## WHAT TO DO
Please show every line in the entries below that includes the word "Chorro".

## RECORDS SUPPLIED
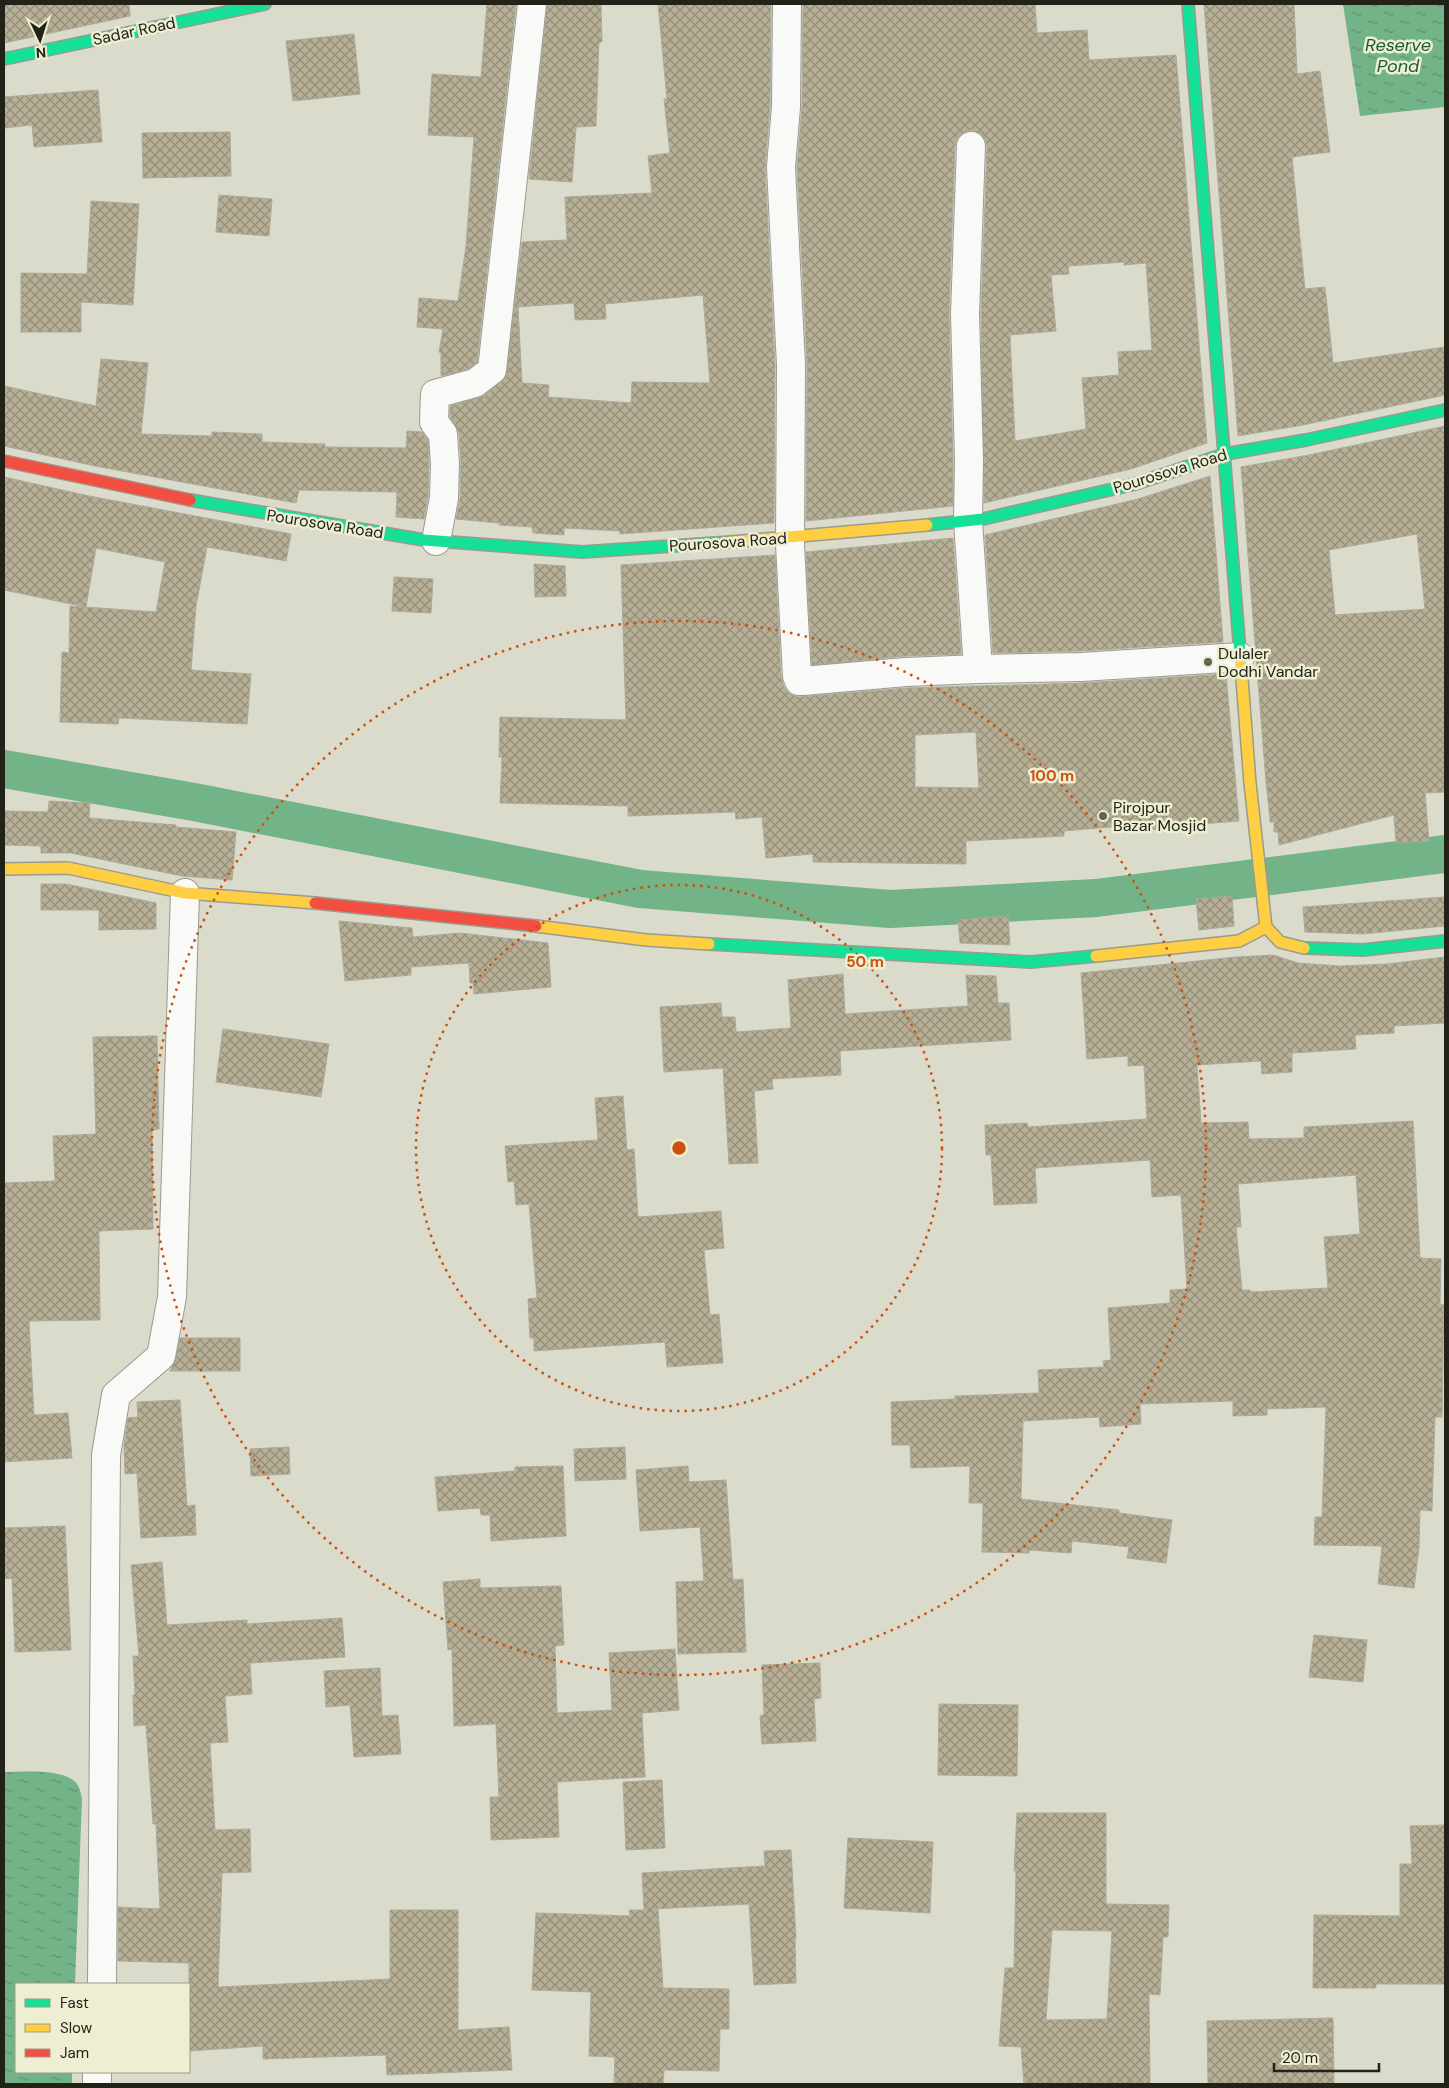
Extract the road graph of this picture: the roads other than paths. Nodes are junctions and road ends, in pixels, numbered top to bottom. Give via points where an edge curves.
1 (265, 4) edge
2 (532, 4) edge
3 (787, 4) edge
4 (1188, 4) edge
5 (4, 59) edge
6 (971, 146) dead end
7 (1445, 410) edge
8 (1225, 454) junction
9 (4, 461) edge
10 (968, 521) junction
11 (791, 538) junction
12 (436, 541) junction
13 (1240, 657) junction
14 (978, 668) junction
15 (4, 869) edge
16 (185, 893) junction
17 (1266, 927) junction
18 (1445, 941) edge
19 (102, 1983) edge

1 - 5 street, Sadar Road
2 - 12 street via 492,370 476,383 435,394 434,422 443,434 445,464 444,498
3 - 11 street via 786,107 781,168 791,365
4 - 8 street
6 - 10 street via 965,314
7 - 8 street, Pourosova Road
8 - 10 street, Pourosova Road via 1136,484
8 - 13 street
9 - 12 street, Pourosova Road via 235,509
10 - 11 street, Pourosova Road
10 - 14 street
11 - 12 street, Pourosova Road via 582,552
11 - 14 street via 792,602 799,681
13 - 14 street
13 - 17 street
15 - 16 street via 68,868
16 - 17 street via 385,909 646,940 988,961 1031,962 1238,941
16 - 19 street via 172,1297 161,1356 116,1395 106,1455
17 - 18 street via 1280,943 1315,951

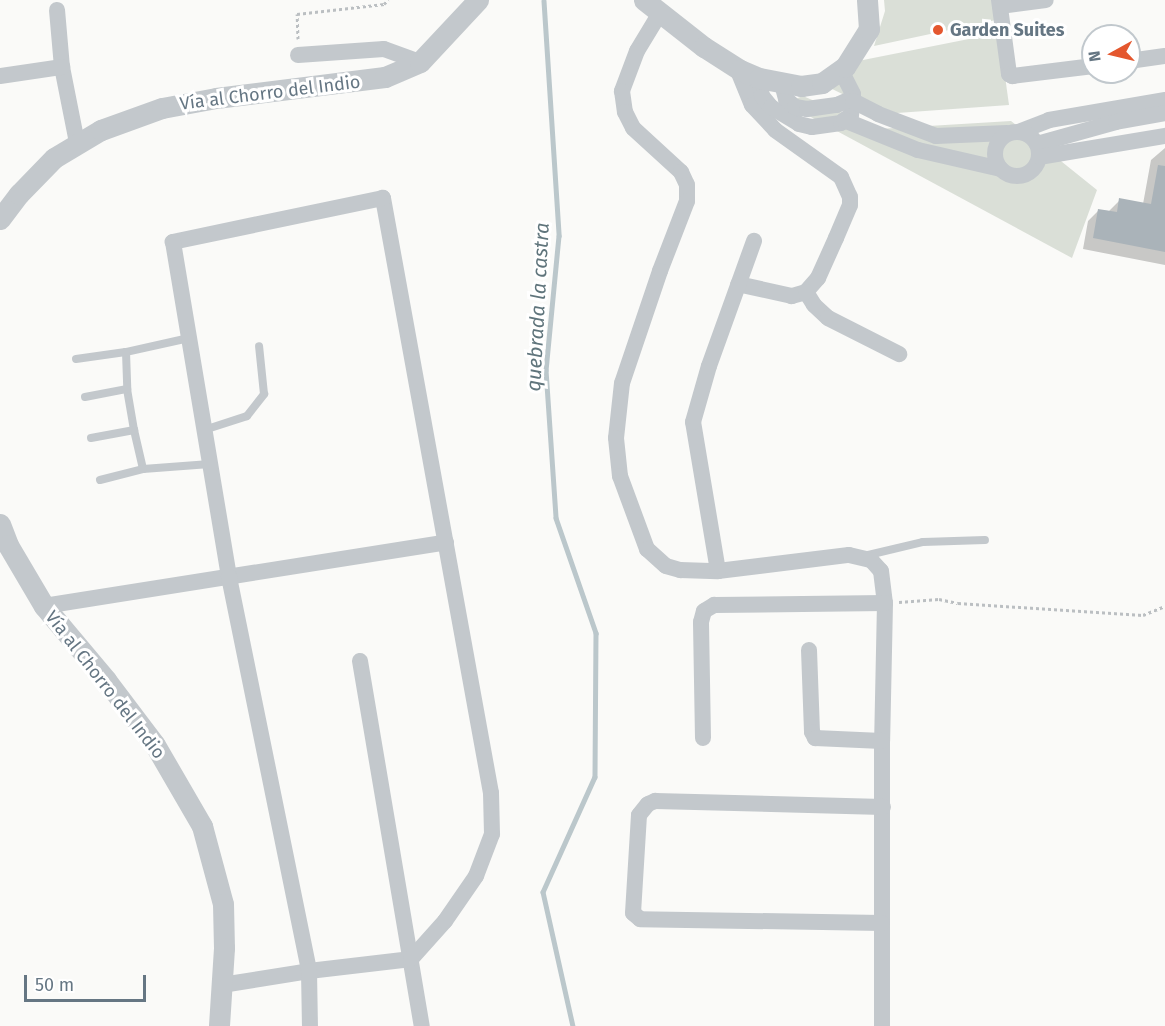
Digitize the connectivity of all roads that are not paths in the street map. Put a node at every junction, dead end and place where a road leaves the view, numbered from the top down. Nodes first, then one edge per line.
1 (478, 0) edge
2 (867, 0) edge
3 (1046, 0) edge
4 (999, 3) edge
5 (652, 6) edge
6 (57, 10) dead end
7 (298, 56) road end
8 (1165, 56) edge
9 (1141, 59) edge
10 (420, 62) junction
11 (736, 66) junction
12 (62, 67) junction
13 (1081, 67) edge
14 (841, 69) junction
15 (0, 76) edge
16 (759, 78) junction
17 (782, 84) junction
18 (853, 100) junction
19 (1165, 100) edge
20 (1165, 113) edge
21 (1114, 115) junction
22 (844, 120) junction
23 (1014, 132) junction
24 (1165, 136) edge
25 (77, 143) junction
26 (1038, 150) junction
27 (1001, 169) junction
28 (0, 219) edge
29 (754, 241) dead end
30 (738, 284) junction
31 (806, 292) junction
32 (189, 338) junction
33 (259, 346) dead end
34 (126, 352) junction
35 (899, 354) dead end
36 (76, 359) dead end
37 (127, 389) junction
38 (85, 397) dead end
39 (134, 430) junction
40 (204, 430) junction
41 (91, 438) dead end
42 (210, 464) junction
43 (143, 469) junction
44 (100, 480) dead end
45 (0, 524) edge
46 (985, 540) dead end
47 (446, 542) junction
48 (864, 556) junction
49 (718, 570) junction
50 (228, 577) junction
51 (885, 603) junction
52 (44, 606) junction
53 (809, 651) dead end
54 (360, 661) dead end
55 (703, 738) dead end
56 (882, 741) junction
57 (883, 807) junction
58 (882, 923) junction
59 (411, 959) junction
60 (309, 971) junction
61 (222, 984) junction
62 (219, 1026) edge
63 (310, 1026) edge
64 (422, 1026) edge
65 (882, 1026) edge

1 - 10 street, Vía al Chorro del Indio
2 - 14 street
3 - 4 street
4 - 13 street
5 - 11 street
5 - 49 street
6 - 12 street
7 - 10 street
8 - 9 street
10 - 25 street, Vía al Chorro del Indio
11 - 16 street
11 - 31 street
12 - 15 street
12 - 25 street
14 - 17 street
14 - 18 street
16 - 17 street
16 - 22 street
17 - 18 street
18 - 22 street
18 - 23 street
19 - 21 street
20 - 21 street
21 - 23 street
21 - 26 street
22 - 27 street
23 - 26 street
23 - 27 street
24 - 26 street
25 - 28 street, Vía al Chorro del Indio
26 - 27 street
29 - 30 street
30 - 31 street
30 - 49 street
31 - 35 street
32 - 34 lane
32 - 40 street
32 - 47 street
33 - 40 lane
34 - 36 lane
34 - 37 lane
37 - 38 lane
37 - 39 lane
39 - 41 lane
39 - 43 lane
40 - 42 street
42 - 43 lane
42 - 50 street
43 - 44 lane
45 - 52 street, Vía al Chorro del Indio
46 - 48 lane
47 - 50 street
47 - 59 street
48 - 49 street
48 - 51 street
50 - 52 street
50 - 60 street
51 - 55 street
51 - 56 street
52 - 61 street, Vía al Chorro del Indio
53 - 56 street
54 - 59 street
56 - 57 street
57 - 58 street
57 - 58 street
58 - 65 street
59 - 60 street
59 - 64 street
60 - 61 street
60 - 63 street
61 - 62 street, Vía al Chorro del Indio

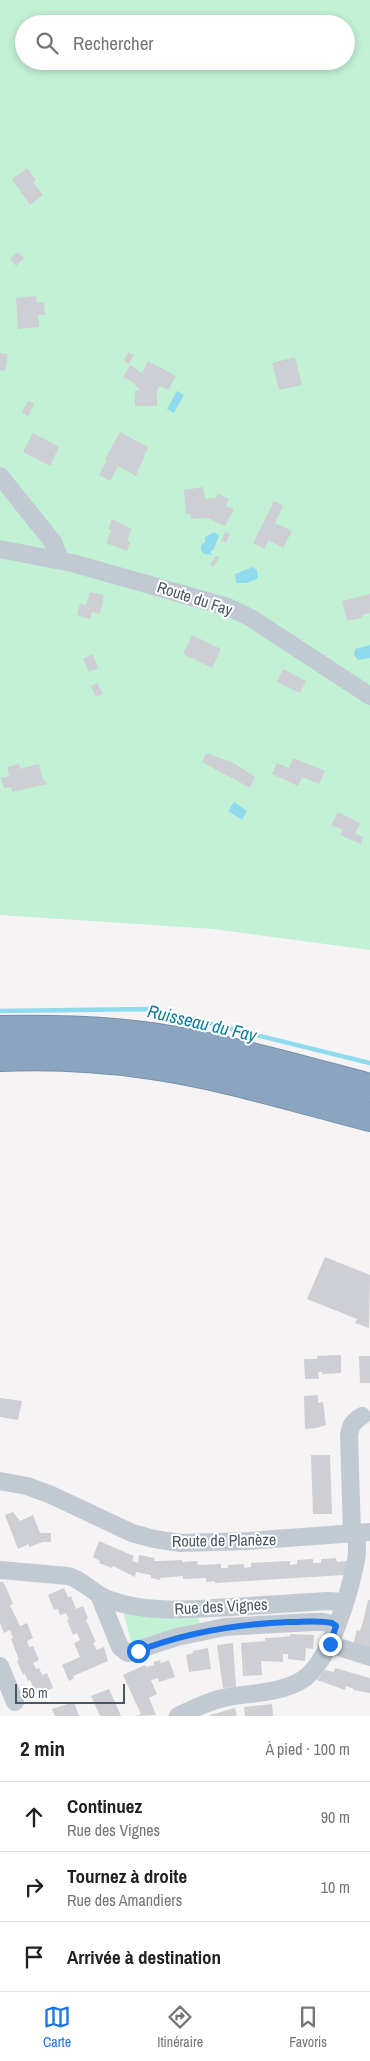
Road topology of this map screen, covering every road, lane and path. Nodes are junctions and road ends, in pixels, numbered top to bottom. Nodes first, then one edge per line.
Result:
1 (0, 476) edge
2 (0, 549) edge
3 (56, 560) junction
4 (370, 696) edge
5 (0, 1030) edge
6 (0, 1057) edge
7 (370, 1088) edge
8 (370, 1117) edge
9 (362, 1416) dead end
10 (0, 1480) edge
11 (359, 1533) edge
12 (0, 1570) edge
13 (99, 1595) junction
14 (345, 1602) junction
15 (336, 1626) junction
16 (330, 1644) junction
17 (370, 1657) edge
18 (0, 1666) edge
19 (15, 1702) dead end
20 (178, 1716) edge

1 - 3 street
2 - 3 street, Route du Fay
3 - 4 street, Route du Fay
5 - 7 highway
6 - 8 highway
9 - 11 street
10 - 11 street, Route de Planèze
11 - 14 street
12 - 13 street, Rue des Vignes
13 - 14 street, Rue des Vignes
13 - 15 street, Rue des Vignes
14 - 15 street
15 - 16 street
16 - 17 street
16 - 20 street
18 - 19 street

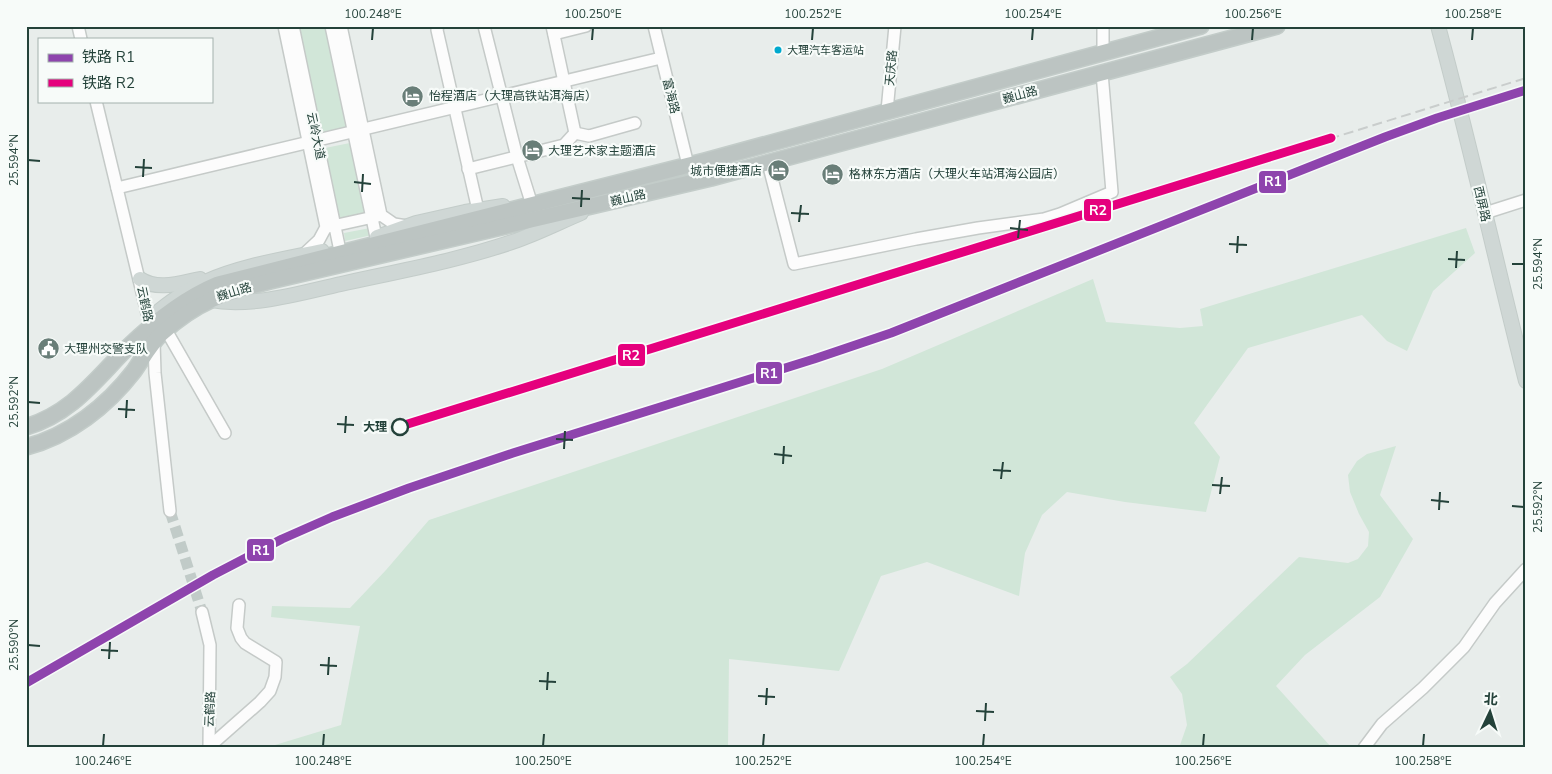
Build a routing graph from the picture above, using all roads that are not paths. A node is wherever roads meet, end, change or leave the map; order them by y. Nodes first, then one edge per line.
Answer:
1 (284, 26) edge
2 (293, 26) edge
3 (331, 26) edge
4 (341, 26) edge
5 (438, 26) edge
6 (484, 26) edge
7 (586, 26) edge
8 (654, 26) edge
9 (895, 26) edge
10 (1103, 26) edge
11 (1201, 26) edge
12 (1277, 26) edge
13 (1438, 26) edge
14 (553, 30) edge
15 (1103, 52) junction
16 (661, 58) junction
17 (1102, 73) junction
18 (564, 80) junction
19 (502, 96) junction
20 (96, 102) edge
21 (454, 107) junction
22 (888, 110) junction
23 (635, 124) dead end
24 (358, 130) junction
25 (575, 133) junction
26 (313, 141) junction
27 (517, 157) junction
28 (768, 163) junction
29 (688, 165) junction
30 (468, 168) junction
31 (117, 188) junction
32 (1526, 200) edge
33 (532, 205) junction
34 (478, 210) junction
35 (1484, 213) junction
36 (376, 216) junction
37 (331, 226) junction
38 (407, 226) junction
39 (376, 237) junction
40 (339, 246) junction
41 (303, 255) junction
42 (237, 271) junction
43 (140, 279) junction
44 (166, 330) junction
45 (151, 331) junction
46 (1526, 381) edge
47 (26, 427) edge
48 (225, 433) dead end
49 (26, 448) edge
50 (170, 511) tunnel mouth
51 (1526, 569) edge
52 (239, 605) dead end
53 (202, 612) tunnel mouth
54 (209, 747) edge
55 (1364, 748) edge

1 - 26 street
2 - 26 street, 云岭大道
3 - 24 street
4 - 24 street
5 - 21 street
6 - 19 street
7 - 14 street
8 - 16 street, 富海路
9 - 22 street, 天庆路
10 - 15 street
11 - 15 highway, 巍山路
12 - 17 highway, 巍山路
13 - 35 main road, 西屏路
14 - 18 street
15 - 17 highway
15 - 22 highway, 巍山路
16 - 18 street
16 - 29 street, 富海路
17 - 28 highway, 巍山路
17 - 28 street
18 - 19 street
18 - 25 street
19 - 21 street
19 - 27 street
20 - 31 street, 云鹤路
21 - 24 street
21 - 30 street
22 - 29 highway, 巍山路
23 - 25 street
24 - 26 street
24 - 36 street
25 - 27 street
26 - 31 street
26 - 37 street, 云岭大道
27 - 30 street
27 - 33 street
28 - 44 highway, 巍山路
29 - 33 highway, 巍山路
30 - 34 street
31 - 43 street, 云鹤路
32 - 35 street
33 - 34 main road
33 - 45 highway, 巍山路
34 - 38 main road
35 - 46 main road, 西屏路
36 - 37 street
36 - 38 street
36 - 39 street
37 - 40 street, 云岭大道
37 - 41 street
38 - 39 main road
39 - 40 main road
40 - 41 main road
41 - 42 main road
42 - 43 main road
42 - 45 main road
43 - 45 street, 云鹤路
44 - 45 highway, 巍山路
44 - 48 street
45 - 47 highway, 巍山路
45 - 49 highway, 巍山路
45 - 50 street, 云鹤路
51 - 55 street
52 - 54 street
53 - 54 street, 云鹤路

## WRITTEN RESPONSE
1 - 10 street, Vía al Chorro del Indio
10 - 25 street, Vía al Chorro del Indio
25 - 28 street, Vía al Chorro del Indio
45 - 52 street, Vía al Chorro del Indio
52 - 61 street, Vía al Chorro del Indio
61 - 62 street, Vía al Chorro del Indio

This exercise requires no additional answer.